I could hear the sound of the bullfrogs like they were beating out their song on those big kettle drums like we saw when the orchestra came to our school just the spring before. In the background I heard a whippoorwill, and loudest of all was the chorus of katydids that seemed to be making fun of us. Our great big adventure had turned into a great big failure. Some detectives we were.
When we topped the next hill, we could see Mike’s house below. Lights were on in the kitchen, and his parent’s bedroom. A big lump came in my throat wondering what would happen.
All the way back Ronnie kept muttering, “They’re gonna kill us. I just know that they are gonna kill us.”
Every time he said it Mike would look at him as if to say, “Will you be quiet?”
Ronnie would move back away from him, and quiet down, but after a few steps he would be saying it again.
Finally, right as we reached the back edge of Mike’s yard and crawled through the barbed wire that separated it from the pasture, Mike stopped all of us. “Wait a minute. All of this time we have been so worried about what would happen to us we haven’t even acted like we cared anything about Beanie.”

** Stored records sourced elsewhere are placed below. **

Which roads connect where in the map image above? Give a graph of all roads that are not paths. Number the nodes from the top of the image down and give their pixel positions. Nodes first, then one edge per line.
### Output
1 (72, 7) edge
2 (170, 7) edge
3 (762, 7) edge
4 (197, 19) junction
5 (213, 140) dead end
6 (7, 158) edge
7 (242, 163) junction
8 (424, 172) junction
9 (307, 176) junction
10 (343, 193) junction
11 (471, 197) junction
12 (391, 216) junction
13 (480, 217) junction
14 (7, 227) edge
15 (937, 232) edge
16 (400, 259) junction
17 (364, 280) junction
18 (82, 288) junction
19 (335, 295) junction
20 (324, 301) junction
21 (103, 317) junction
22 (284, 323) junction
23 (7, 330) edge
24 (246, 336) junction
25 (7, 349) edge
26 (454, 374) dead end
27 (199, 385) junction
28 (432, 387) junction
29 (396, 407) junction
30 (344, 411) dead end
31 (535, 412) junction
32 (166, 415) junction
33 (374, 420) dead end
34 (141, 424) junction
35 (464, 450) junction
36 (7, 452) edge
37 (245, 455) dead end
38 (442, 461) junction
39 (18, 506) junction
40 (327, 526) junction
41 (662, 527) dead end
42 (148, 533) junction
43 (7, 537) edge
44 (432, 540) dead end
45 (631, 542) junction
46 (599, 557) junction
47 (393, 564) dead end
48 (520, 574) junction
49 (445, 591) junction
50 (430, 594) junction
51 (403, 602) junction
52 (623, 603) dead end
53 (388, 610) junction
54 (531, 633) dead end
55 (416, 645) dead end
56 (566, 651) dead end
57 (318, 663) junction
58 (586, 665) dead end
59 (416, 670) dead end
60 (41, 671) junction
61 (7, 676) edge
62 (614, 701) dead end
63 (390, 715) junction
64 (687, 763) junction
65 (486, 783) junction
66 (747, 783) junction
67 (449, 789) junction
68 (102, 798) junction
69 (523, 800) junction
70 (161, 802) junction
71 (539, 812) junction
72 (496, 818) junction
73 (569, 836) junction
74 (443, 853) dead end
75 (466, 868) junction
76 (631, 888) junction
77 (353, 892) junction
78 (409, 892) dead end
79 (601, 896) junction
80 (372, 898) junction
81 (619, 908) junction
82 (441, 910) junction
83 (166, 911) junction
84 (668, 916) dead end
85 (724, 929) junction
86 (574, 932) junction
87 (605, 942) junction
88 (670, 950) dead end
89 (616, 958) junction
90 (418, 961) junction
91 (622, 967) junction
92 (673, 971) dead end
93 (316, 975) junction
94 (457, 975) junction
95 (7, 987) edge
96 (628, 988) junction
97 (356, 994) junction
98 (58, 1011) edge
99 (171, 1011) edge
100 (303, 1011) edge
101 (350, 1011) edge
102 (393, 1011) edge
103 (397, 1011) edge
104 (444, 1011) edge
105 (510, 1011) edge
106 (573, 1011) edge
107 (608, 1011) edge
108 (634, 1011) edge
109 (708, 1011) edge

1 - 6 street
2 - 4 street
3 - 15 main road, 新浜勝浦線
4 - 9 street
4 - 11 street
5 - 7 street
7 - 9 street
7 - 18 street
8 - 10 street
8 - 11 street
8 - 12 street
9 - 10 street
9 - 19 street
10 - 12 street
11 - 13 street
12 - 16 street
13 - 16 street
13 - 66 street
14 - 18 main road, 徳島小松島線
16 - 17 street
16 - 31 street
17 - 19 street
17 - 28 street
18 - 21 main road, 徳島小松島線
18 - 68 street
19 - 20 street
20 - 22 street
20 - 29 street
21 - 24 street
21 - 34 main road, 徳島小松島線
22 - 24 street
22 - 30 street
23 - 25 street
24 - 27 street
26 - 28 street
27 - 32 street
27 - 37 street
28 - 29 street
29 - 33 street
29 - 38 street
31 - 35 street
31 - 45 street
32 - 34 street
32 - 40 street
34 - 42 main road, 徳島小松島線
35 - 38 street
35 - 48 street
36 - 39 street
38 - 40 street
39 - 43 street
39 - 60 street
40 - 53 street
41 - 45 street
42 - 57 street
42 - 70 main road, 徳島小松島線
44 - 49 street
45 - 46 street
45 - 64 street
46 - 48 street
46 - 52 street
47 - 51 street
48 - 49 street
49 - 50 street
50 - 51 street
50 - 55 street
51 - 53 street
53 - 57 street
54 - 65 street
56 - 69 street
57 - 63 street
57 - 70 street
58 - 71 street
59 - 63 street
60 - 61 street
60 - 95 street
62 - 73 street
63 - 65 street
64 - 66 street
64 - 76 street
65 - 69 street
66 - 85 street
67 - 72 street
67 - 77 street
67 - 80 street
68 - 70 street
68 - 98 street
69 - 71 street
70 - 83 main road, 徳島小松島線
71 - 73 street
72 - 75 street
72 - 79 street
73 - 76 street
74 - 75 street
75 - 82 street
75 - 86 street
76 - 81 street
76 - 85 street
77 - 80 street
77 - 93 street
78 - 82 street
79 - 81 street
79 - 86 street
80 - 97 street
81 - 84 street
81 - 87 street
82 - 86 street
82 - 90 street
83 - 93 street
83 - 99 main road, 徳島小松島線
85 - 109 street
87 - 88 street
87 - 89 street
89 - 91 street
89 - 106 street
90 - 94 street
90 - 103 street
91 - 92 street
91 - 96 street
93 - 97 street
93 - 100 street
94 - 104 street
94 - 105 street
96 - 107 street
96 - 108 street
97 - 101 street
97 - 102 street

“You know you’re right”’ I said.
“Let’s have a ring of prayer for him,” Johnny suggested. That’s what we called it when we all knelt down on our right knee in a circle with our left foot flat on the ground pointing toward the middle of the circle. We would then put our hands across our left knee and our heads on our hands. That way the top of our heads would almost be touching each other, and we could pray softly, and hear each other very easily.
After we got in position Mike began our prayer, and asked for Beanie’s safety, and that the Lord might speak to his heart, and he would get saved soon. In fact, that was the way we all prayed. It seemed like our concern for our own hides was gone, and we all of the sudden were especially concerned about our friend who could be almost anywhere at that very instant. When all four of us got finished Mike, as he always did, said, “And the ‘Triple C’ Club all said ...,“ and we all responded by saying together, “Amen!”

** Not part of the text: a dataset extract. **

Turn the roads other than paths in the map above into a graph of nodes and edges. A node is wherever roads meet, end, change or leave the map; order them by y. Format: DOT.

Just an instant after we said “Amen” we heard another high pitched “Amen” from right behind Johnny in a very familiar, whiny voice. We all looked up, and you could have knocked us over with a feather. Sure enough. Right there in the flesh and kneeling with us was Beanie.




X.

“OK. Now you can tell us what in the world happened.” Mike took his hand off of Beanie’s mouth when we all got into the club house, and Ronnie shut the door.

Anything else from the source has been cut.